Latency
One of the biggest obstacles to having realtime controls, especially feedback loops cloud based, is the latency inherent in Cloud based IoT systems. In a control loop, which in it’s simplest form would consist of a sensor (a measurement, such as a temperature measurement), a controller (such as a PID controller) which has a set point, and a manipulated device such as a valve, When data has to travel across the internet, it has to travel through various stages, each adding latency.
Geographic latency
Assuming the controller is hosted in the Cloud, then the farther away the Cloud server is, the longer it will take for the data to travel the loop from the sensor to the manipulated variable. While the actual data travels at near the speed of light, as it transits from one network segment to another (so called hops) latency increases – this can vary from 10msecs to over 100msecs for a server that is in another continent or if using something like StarLink.
ISP Latency
The latency of the ISP provider will vary depending on the connection, fibre connections are obviously much faster than DSL connections, typically 2 msecs for the former and 10-15 msecs for the latter. It is also important to note that high band widths may not mean low latency. For control loops that require a fast response such as PID loops, congestion can lead to signal jitter.
LAN Latency
All LAN’s have latency, and this is more apparent with WIFI devices which IoT devices tend to be, whereas hardwired ethernet ports have a latency an order of magnitude less (10 mseconds versus 1 msecond).
StreamBlocks Solution
StreamBlock servers have a concept of universal data and each instruction to be executed is connected to a time domain value. Unlike many systems, where data is sent on a first come first serve basis, the time stamp for execution determines how a stream of data is executed. This allows for data coming in asynchronously to be synchronised.
That means the StreamBlocks server is calculating the actual latency of the various components, and working out how to compensate for the changing leadtime, in much the same way as a system with a large capacitance, responds slower than a system with a lower capacitance, or for systems with very fixed delays, as a compensation for “dead time”.
Multiple Solutions
The fact that latency can be minimized and compensated for in some applications introduces the possibility of approaching solutions different and installing control schemes in the cloud, which would normally be embedded in hardware.

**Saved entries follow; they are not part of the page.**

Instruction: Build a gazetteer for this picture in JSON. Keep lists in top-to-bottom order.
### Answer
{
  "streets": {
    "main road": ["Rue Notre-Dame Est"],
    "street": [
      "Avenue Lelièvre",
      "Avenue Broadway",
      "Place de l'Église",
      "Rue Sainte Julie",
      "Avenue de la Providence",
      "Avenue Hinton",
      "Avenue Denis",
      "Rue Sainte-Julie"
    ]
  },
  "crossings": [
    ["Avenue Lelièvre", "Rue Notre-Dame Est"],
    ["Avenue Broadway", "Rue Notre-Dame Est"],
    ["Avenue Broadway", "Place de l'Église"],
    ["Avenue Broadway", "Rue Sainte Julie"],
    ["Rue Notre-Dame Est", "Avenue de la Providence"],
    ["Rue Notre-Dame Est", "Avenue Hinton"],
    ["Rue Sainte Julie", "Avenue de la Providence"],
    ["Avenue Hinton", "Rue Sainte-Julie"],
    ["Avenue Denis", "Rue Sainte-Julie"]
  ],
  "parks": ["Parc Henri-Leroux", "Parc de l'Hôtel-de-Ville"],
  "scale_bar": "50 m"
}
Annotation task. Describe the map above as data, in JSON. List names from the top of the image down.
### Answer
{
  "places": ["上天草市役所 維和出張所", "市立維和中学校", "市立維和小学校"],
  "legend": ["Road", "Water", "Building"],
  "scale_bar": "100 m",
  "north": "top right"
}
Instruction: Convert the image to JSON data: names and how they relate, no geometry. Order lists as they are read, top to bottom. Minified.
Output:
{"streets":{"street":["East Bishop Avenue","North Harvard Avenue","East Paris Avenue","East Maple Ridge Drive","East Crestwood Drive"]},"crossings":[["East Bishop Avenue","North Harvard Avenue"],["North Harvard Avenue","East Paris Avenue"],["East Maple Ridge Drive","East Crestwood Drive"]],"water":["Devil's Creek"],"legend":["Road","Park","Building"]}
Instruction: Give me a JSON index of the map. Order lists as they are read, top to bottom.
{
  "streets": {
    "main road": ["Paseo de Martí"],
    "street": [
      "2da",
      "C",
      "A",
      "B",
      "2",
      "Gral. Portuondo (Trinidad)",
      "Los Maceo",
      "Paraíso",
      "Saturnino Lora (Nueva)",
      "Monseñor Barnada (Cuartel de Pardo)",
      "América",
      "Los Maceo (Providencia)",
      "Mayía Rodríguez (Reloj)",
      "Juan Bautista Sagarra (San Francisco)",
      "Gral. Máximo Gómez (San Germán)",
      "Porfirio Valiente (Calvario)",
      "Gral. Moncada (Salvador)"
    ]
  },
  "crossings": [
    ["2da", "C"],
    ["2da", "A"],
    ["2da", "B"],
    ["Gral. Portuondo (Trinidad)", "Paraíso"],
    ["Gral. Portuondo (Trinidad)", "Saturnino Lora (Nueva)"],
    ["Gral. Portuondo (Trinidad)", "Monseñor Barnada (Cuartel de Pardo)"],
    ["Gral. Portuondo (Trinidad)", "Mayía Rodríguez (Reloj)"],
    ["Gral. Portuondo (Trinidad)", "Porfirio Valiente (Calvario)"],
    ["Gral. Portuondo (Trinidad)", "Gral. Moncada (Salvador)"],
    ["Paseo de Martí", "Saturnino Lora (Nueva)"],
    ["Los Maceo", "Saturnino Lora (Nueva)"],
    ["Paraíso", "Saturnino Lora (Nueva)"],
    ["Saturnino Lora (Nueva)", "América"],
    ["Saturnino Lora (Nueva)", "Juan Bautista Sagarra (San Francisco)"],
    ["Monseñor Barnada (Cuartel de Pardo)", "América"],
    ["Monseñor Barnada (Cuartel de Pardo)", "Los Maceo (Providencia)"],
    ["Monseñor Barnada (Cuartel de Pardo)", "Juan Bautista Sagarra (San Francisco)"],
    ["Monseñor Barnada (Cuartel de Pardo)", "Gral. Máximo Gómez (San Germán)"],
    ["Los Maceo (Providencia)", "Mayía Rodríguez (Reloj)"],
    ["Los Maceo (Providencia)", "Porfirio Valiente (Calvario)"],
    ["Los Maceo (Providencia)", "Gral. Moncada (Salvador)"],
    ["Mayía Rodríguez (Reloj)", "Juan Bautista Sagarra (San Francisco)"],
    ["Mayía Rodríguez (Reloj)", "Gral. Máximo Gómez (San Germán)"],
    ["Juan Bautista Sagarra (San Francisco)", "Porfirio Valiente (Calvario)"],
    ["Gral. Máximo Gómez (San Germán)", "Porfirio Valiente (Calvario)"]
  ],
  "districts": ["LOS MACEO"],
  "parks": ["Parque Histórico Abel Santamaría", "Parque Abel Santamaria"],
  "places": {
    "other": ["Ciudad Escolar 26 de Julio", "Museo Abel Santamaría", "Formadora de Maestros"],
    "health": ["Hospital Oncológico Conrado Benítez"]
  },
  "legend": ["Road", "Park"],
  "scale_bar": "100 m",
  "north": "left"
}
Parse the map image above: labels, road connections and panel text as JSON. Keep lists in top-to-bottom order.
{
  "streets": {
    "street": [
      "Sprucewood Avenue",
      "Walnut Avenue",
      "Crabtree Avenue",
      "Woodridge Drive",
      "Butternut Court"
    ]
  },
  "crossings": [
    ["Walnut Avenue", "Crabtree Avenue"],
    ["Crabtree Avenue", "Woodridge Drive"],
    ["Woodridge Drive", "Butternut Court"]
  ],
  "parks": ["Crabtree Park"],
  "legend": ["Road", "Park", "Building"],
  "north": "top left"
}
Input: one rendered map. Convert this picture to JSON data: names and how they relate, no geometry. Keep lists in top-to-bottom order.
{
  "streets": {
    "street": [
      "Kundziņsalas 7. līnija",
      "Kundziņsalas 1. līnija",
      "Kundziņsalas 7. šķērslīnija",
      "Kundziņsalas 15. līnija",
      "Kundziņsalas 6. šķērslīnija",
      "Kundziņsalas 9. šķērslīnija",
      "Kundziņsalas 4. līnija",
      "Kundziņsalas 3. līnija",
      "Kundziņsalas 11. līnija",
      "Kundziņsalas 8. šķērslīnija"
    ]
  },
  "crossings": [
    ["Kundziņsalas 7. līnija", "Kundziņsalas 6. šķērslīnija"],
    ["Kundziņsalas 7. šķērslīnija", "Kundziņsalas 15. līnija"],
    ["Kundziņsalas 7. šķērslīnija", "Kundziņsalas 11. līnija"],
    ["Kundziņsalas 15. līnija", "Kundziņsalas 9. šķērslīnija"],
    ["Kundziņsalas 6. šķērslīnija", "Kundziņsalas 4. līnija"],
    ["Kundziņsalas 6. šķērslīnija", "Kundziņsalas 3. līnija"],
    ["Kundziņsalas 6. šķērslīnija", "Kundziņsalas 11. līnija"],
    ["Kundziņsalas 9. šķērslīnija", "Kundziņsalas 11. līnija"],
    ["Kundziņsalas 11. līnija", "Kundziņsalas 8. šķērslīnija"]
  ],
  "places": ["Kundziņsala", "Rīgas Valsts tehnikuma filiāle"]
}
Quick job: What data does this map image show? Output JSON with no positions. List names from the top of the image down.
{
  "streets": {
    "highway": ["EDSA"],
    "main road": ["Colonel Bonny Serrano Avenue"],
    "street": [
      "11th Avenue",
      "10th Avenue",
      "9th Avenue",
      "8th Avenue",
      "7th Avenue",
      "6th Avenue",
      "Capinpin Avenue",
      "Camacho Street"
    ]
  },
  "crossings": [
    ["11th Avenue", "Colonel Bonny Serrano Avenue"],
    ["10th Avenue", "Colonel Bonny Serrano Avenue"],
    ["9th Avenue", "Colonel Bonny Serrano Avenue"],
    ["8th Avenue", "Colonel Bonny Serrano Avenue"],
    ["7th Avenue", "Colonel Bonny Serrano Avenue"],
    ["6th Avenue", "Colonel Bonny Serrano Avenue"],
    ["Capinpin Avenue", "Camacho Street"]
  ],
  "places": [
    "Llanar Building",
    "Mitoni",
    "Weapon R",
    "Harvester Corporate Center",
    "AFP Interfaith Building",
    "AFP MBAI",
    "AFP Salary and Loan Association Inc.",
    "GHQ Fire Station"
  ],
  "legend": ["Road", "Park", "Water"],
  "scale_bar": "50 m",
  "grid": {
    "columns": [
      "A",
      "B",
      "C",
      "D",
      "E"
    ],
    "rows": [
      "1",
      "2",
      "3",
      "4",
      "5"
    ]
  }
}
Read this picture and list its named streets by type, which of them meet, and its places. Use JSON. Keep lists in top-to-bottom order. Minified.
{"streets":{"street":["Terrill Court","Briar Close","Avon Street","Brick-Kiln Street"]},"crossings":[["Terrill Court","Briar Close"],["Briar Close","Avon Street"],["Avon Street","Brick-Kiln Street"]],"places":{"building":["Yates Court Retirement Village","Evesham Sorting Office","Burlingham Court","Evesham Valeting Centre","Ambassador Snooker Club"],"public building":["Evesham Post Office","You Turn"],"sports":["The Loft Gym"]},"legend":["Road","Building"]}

For simple applications, such as lights on or off in a home, the simplest solution is to subscribe to a cloud based server, attach devices and connect them to the server via the internet, even a delay of 1 second is probably acceptable.
One key difference is that StreamBlocks provides you with control over the server you use and can ensure that your data is completely private. You can also move that functionality to a server on your LAN, where you have full control.
Whether LAN or Cloud based will depend on a number of factors. More importantly, as StreamBlocks has latency minimizing algorithms, it is possible to move functionality to the cloud that would have normally been difficult. For example, during the development of a robotic lawnmower, which was designed not to use boundary cabling, the processing for movement and edge detection was all done in the main server on the cloud. This was easily achieved by reducing the robotic lanmower to an input/output device with motors, and relocating all the computing power to the cloud. This approach allows for the use of complex software, such as artificial vision and neural networks for edge detection, all running remotely, rather than relying on embedded software, written in C or assembly language, destined for obsolescence with the next upgrade ! In addition, the ability to add extra functionality, such as object recognition can be done very easily, without the need for hardware upgrades. By reducing the local device to a wifi based input/output (I/O), significant progress can made with respect to service, installed costs and life cycle costs.